293-T cells (American Type Culture Collection (ATCC)) and TZM-bl cells (, obtained from the NIH ARP) were cultivated in DMEM with 10% heat inactivated FCS and 1% Penicillin/ Streptomycin. Rhesus Monkey Trim5α expressing TZM-bl cells (TZM-blrhTRIM5α) were generated as described . A3.01-CCR5 cells  were maintained in RPMI with 10% heat inactivated FCS and 1% Penicillin/Streptomycin. Affinofile cells [90, 91] were thawed every two months and maintained in DMEM media supplemented with 10% dialyzed fetal bovine serum and 50μg/ml Blasticidin (Invitrogen, Massachusetts, USA).
Healthy donor PBMC were isolated from buffy coats and stimulated as described  and cultivated in RPMI with 10% heat inactivated FCS, 1% Penicillin/Streptomycin and 100 units/ml (U) human recombinant IL-2 (Hoffmann-La Roche, Basel, Switzerland).
The cloning of the CCR5-tropic subtype B envelope NAB-01 (previously described as NAB1pre-cl_39x (GenBank database entry EU023918; (http://www.ncbi.nlm.nih.gov/GenBank/index.html; ), which was derived from the virus isolate of a chronic infected individual, patient NAB01 , has been previously described [84, 162]. After 39 weeks of adaptation of the NAB01 isolate to PBMC culture, envelope genes of the adapted virus were cloned from culture supernatant. One clone, termed NAB01 PBMC-adapted (PA), was selected for follow up as representative culture adapted clone as it harbored mutations in V84I and S190R, that were previously observed in PBMC adaptation of NAB01 clones ( and EF643665, EF643666, EF643668-EF643670, EF643673-EF643675). The Env NAB01-PA was then cloned into the replication competent TN6 HIV vector backbone  to produce the Env-chimeric virus NAB01-PA-TN6  which was used as starting point for the CD4low adaptation.

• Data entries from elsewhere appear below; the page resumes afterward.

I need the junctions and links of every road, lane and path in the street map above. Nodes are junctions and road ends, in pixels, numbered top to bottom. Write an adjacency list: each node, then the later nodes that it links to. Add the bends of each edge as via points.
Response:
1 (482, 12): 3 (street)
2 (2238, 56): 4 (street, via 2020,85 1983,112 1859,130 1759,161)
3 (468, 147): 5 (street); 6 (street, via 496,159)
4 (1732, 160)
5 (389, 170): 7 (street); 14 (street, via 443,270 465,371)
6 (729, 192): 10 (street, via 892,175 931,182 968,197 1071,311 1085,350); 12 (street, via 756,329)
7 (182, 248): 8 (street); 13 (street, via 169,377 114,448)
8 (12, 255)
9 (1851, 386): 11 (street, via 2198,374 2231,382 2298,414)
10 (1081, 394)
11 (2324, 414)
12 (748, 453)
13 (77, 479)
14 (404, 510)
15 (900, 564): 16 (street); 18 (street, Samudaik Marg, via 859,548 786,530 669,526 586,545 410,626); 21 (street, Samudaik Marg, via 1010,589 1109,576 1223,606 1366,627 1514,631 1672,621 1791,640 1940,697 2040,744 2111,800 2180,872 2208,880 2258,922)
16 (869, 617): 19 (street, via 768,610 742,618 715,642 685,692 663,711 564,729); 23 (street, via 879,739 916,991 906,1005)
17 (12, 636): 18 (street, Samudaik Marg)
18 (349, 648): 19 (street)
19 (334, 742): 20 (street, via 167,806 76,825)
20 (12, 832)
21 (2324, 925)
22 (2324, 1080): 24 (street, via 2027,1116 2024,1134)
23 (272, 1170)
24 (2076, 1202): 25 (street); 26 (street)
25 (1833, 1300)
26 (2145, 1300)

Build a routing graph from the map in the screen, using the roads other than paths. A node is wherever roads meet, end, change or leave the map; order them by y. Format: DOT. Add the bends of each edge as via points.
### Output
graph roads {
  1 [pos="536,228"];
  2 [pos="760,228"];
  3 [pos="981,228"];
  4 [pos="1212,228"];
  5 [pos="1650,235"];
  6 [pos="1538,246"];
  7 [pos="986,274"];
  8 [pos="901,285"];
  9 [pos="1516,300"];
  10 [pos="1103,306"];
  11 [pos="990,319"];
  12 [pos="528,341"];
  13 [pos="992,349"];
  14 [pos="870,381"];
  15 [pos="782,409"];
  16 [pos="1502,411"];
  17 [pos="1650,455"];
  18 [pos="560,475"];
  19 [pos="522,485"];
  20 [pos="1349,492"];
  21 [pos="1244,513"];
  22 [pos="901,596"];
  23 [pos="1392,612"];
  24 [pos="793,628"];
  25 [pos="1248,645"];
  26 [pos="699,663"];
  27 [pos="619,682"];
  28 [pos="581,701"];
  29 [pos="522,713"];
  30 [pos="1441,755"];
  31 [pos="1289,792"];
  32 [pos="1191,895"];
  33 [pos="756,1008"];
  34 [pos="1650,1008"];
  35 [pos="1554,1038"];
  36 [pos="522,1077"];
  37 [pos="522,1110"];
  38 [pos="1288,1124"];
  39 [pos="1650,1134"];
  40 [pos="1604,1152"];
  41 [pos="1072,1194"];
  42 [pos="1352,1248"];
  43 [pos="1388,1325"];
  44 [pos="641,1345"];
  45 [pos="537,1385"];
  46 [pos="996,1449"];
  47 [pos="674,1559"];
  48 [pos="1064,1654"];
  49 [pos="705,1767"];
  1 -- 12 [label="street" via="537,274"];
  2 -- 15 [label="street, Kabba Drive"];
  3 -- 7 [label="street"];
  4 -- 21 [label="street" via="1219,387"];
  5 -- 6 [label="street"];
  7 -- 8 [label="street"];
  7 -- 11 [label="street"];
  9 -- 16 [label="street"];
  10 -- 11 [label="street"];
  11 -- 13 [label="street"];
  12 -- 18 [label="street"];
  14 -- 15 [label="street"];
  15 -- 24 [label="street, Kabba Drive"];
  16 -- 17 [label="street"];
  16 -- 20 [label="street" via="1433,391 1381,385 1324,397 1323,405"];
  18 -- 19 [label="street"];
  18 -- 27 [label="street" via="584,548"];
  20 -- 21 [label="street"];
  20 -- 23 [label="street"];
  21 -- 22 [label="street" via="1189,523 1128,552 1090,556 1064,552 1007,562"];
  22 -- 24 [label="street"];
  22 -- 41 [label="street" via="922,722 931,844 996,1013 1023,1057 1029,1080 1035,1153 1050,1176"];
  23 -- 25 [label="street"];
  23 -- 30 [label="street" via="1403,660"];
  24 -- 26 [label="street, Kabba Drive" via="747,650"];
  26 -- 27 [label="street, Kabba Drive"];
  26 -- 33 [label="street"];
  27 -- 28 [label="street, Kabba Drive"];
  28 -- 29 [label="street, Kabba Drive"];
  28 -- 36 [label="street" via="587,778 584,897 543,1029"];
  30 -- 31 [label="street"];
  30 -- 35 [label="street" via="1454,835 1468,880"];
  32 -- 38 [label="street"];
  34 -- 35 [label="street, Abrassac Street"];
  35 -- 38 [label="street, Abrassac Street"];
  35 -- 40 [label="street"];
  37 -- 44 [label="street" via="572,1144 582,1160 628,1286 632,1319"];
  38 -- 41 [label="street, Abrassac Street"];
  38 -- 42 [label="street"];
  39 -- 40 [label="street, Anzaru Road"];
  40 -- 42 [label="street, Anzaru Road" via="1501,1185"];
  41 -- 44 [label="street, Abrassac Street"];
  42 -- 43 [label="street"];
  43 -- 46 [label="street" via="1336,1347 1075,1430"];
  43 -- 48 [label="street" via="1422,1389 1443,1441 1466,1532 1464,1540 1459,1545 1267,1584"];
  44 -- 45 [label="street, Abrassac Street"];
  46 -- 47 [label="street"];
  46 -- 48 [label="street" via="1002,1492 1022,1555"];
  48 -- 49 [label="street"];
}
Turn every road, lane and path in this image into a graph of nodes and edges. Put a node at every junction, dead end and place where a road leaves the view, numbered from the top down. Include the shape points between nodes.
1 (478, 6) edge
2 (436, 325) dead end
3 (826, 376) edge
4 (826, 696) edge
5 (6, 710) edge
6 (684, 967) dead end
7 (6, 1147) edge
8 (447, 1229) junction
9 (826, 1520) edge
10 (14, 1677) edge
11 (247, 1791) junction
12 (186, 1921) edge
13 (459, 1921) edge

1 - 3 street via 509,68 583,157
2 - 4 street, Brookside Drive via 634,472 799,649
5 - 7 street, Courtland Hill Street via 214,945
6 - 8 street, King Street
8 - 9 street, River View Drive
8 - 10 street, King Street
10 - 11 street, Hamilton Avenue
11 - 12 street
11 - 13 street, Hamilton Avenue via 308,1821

Of note, chimeric envelopes inserted into the TN6 backbone receive the signal peptide and first three amino acids of Env from the original TN6 NL4-3 Env.
To follow the evolution of NAB01-PA in a low CD4 environment, NAB01-PA-TN6 was passaged on PBMC in the presence of increasing concentrations of a CD4 inhibitor, the high-affinity CD4-binding DARPin 57.2 that efficiently blocks HIV-1 gp120 binding to CD4 . In a parallel control culture, NAB01-PA-TN6 was propagated on the same batches of PBMCs in the absence of the CD4 blocking agent. After 18 weeks of culture and a final maximal concentration of 1.5 μM DARPin 57.2 (Fig 1B), several functional envelope clones capable of free-virus TZM-bl infection were isolated from both the CD4-DARPin treated and control culture supernatants by RT-PCR (S2 Table). Two unique envelopes, CD4low.c21 and CD4low.c24, representing the main mutation patterns observed, were selected for further follow up (S2 Table). To study whether the phenotype of the derived CD4low.c21 and CD4low.c24 clones is stable or reverts to wild type once back in a CD4 high environment, CD4low.c21, CD4low.c24 and PBMCcon.c14 TN6 chimeras were further cultured for eight weeks on untreated PBMCs in the absence of CD4-binding DARPin. After eight weeks, functional envelope genes were isolated from each of the reversion cultures, and representative clones referred to as CD4low.c21-rev, CD4low.c24-rev and PBMCcon.c14-rev (rev = reversion culture) chosen for follow up. All envelopes selected for follow up were cloned into pcDNA3.1 expression vector (Invitrogen, Carlsbad, California, USA) as described  to allow phenotypic characterization of cell expressed envelopes and Env-pseudoviruses (see below) and further cloned into the TN6 vector to create replication competent chimera.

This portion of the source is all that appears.